MIAMI (AP) – The government should invest more money in understanding hurricanes because they are so deadly and expensive, according to a draft of a federal report released Friday.

The National Science Board’s draft report recommends a streamlined, multiagency effort to improve hurricane science and engineering research, along with about $300 million a year in additional funding.

“We urgently need a determined effort to maximize our understanding of hurricanes and ensure the effective application of science and engineering outcomes for the protection of life and property,” the report states.

Hurricane-related losses in the U.S. totaled $168 billion in the last two hurricane seasons, and 1,450 storm-related deaths were reported, according to the report.

Meanwhile, annual funding for the government’s “focal point” for storm analysis, the National Oceanic and Atmospheric Administration’s Hurricane Research Division, has never exceeded $5.1 million, and its staff has declined by 30 percent in the past decade, the report states.

The science board’s analysis determined that most hurricane-related funding is focused on short-term forecasting efforts, with less than 2 percent aimed at improving structural design and engineering for buildings.

The report’s recommendations to improve hurricane research match NOAA’s own goals, said Alexander MacDonald, director of NOAA’s Earth System Research Laboratory.

While the agency already spends $300 million a year on hurricanes across its various laboratories, significantly increased funding could be used to improve observation, such as with satellites or unmanned aircraft that collect data at the water’s surface, he said.

Along with the report, Sen. Mel Martinez, R-Fla., was introducing legislation to enact its recommendations. The proposed legislation would put NOAA and the National Science Foundation in charge of coordinating the research initiative, and appropriate $435 million a year for its projects through 2017.

Its highest priority would be predicting hurricane size and intensification, landfall site, and the severity of storm surge and storm-related rainfall and flooding.

The report also said that current climate models do not adequately explain the link between hurricanes and global climate changes, that evacuation plans need refining and that improved communication technologies are needed to accurately assess damage within 24 hours after landfall.

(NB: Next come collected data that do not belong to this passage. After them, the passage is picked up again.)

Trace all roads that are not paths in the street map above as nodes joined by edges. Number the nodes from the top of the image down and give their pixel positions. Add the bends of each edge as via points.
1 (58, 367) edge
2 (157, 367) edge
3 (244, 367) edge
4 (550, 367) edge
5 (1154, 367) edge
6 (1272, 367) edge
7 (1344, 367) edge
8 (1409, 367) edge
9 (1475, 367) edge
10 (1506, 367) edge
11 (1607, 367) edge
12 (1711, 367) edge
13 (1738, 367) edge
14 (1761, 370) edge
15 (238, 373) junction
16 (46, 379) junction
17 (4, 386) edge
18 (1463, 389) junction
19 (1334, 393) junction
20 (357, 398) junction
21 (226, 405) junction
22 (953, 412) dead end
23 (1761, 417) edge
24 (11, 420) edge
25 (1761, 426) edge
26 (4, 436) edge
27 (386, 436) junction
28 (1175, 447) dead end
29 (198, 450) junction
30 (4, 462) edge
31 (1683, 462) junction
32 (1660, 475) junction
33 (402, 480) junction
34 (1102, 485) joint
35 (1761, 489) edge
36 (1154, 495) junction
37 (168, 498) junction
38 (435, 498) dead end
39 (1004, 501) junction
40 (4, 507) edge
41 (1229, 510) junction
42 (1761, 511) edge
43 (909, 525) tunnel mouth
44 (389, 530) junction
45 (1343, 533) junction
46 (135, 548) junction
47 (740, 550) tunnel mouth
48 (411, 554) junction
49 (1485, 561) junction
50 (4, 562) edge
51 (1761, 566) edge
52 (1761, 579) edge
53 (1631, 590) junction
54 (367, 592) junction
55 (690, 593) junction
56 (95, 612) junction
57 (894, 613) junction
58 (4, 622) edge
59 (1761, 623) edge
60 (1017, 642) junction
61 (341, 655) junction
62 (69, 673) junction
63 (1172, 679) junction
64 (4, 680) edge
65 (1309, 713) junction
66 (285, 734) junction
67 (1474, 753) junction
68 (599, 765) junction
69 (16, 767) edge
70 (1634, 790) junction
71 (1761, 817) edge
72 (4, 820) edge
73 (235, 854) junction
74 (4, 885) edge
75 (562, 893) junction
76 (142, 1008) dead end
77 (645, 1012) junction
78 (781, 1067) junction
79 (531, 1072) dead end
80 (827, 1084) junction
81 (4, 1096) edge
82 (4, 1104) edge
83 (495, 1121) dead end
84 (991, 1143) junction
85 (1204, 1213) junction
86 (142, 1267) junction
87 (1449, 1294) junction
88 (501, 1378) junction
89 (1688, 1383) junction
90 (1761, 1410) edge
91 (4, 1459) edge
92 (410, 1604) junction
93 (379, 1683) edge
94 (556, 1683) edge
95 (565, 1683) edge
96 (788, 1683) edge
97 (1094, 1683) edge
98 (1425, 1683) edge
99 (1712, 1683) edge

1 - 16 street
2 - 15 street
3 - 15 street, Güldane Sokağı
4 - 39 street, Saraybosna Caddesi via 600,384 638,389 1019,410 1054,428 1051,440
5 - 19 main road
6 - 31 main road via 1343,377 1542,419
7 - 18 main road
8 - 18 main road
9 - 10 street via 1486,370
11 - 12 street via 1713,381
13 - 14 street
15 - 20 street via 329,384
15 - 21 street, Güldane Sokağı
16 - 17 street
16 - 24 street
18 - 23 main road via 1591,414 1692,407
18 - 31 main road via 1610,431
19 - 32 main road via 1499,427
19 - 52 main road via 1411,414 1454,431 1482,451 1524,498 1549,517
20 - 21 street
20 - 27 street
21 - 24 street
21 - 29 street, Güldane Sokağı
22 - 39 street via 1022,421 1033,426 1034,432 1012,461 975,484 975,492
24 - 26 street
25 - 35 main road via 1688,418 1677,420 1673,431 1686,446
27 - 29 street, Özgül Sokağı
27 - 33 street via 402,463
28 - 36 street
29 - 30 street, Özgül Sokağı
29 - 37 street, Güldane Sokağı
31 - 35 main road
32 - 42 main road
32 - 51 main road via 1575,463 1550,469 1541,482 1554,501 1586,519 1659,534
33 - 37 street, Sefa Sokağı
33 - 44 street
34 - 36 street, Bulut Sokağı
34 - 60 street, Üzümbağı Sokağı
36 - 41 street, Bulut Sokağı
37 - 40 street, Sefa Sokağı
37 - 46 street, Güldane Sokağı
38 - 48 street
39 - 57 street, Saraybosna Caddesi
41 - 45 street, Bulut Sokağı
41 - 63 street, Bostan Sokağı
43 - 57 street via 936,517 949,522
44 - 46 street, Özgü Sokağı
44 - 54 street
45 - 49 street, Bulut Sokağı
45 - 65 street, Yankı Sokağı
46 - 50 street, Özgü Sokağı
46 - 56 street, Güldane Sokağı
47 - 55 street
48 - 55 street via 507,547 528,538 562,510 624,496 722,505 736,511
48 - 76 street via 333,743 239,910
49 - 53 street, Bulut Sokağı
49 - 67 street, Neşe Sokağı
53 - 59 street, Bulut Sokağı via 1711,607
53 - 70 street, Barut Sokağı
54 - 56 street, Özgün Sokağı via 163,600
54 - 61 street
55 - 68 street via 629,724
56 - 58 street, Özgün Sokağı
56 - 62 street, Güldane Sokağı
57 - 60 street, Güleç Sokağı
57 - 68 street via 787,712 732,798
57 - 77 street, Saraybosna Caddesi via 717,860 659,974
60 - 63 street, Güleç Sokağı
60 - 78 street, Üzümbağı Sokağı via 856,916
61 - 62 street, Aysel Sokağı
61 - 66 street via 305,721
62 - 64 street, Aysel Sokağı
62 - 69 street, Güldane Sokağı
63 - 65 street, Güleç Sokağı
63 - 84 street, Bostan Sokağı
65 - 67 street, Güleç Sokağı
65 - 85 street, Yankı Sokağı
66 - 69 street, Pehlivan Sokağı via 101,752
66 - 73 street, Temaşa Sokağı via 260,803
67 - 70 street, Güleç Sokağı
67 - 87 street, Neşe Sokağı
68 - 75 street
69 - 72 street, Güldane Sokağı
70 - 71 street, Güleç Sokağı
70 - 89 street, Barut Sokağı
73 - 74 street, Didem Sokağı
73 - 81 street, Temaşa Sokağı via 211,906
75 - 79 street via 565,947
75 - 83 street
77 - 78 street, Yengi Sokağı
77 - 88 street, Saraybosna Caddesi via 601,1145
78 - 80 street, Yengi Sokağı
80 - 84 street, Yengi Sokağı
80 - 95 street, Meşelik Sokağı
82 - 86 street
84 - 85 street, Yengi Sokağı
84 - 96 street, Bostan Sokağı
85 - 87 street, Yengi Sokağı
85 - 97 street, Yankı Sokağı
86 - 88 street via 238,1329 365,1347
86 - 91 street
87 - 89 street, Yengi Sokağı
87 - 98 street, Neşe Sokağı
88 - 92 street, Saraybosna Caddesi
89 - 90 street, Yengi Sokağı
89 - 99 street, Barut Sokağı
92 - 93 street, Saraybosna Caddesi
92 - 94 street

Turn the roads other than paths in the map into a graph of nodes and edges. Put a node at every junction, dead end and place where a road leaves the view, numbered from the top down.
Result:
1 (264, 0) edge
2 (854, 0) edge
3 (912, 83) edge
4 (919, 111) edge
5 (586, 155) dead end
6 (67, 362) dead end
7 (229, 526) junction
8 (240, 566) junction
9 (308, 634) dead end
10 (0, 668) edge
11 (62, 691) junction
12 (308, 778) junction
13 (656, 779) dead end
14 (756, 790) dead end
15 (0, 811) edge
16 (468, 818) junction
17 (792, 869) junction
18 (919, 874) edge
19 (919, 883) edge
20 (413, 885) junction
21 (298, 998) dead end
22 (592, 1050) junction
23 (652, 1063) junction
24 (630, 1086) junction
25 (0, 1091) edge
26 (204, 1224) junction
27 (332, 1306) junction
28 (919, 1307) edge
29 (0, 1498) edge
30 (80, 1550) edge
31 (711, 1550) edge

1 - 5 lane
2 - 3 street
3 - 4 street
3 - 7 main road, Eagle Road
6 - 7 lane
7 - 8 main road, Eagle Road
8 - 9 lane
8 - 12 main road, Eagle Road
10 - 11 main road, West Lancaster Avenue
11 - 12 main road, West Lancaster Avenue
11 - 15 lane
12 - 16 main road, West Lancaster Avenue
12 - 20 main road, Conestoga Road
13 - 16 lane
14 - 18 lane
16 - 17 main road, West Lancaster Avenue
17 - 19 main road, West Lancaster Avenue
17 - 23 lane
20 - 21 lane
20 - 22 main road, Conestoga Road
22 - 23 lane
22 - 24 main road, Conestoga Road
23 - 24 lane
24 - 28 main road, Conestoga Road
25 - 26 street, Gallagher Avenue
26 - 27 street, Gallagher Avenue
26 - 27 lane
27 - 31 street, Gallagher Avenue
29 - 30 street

While the three-day forecast track of hurricanes has dramatically improved in the last 50 years, the report said researchers need to understand how quickly storms intensify and grow before they can better predict how strong a hurricane will be when it strikes land.

“Given the enormous cost associated with hurricanes, we ought to better coordinate research and information about hurricane prediction, observation, the vulnerability of structures and how we might develop better evacuation plans,” Martinez said.

The initiative would link research models from various scientific fields to understand the complexities of hurricanes, and would establish a National Infrastructure Database to develop engineering standards and quantify structural losses.

The National Science Board is an independent advisory body to the president and Congress on national science and engineering policy. It also oversees the National Science Foundation.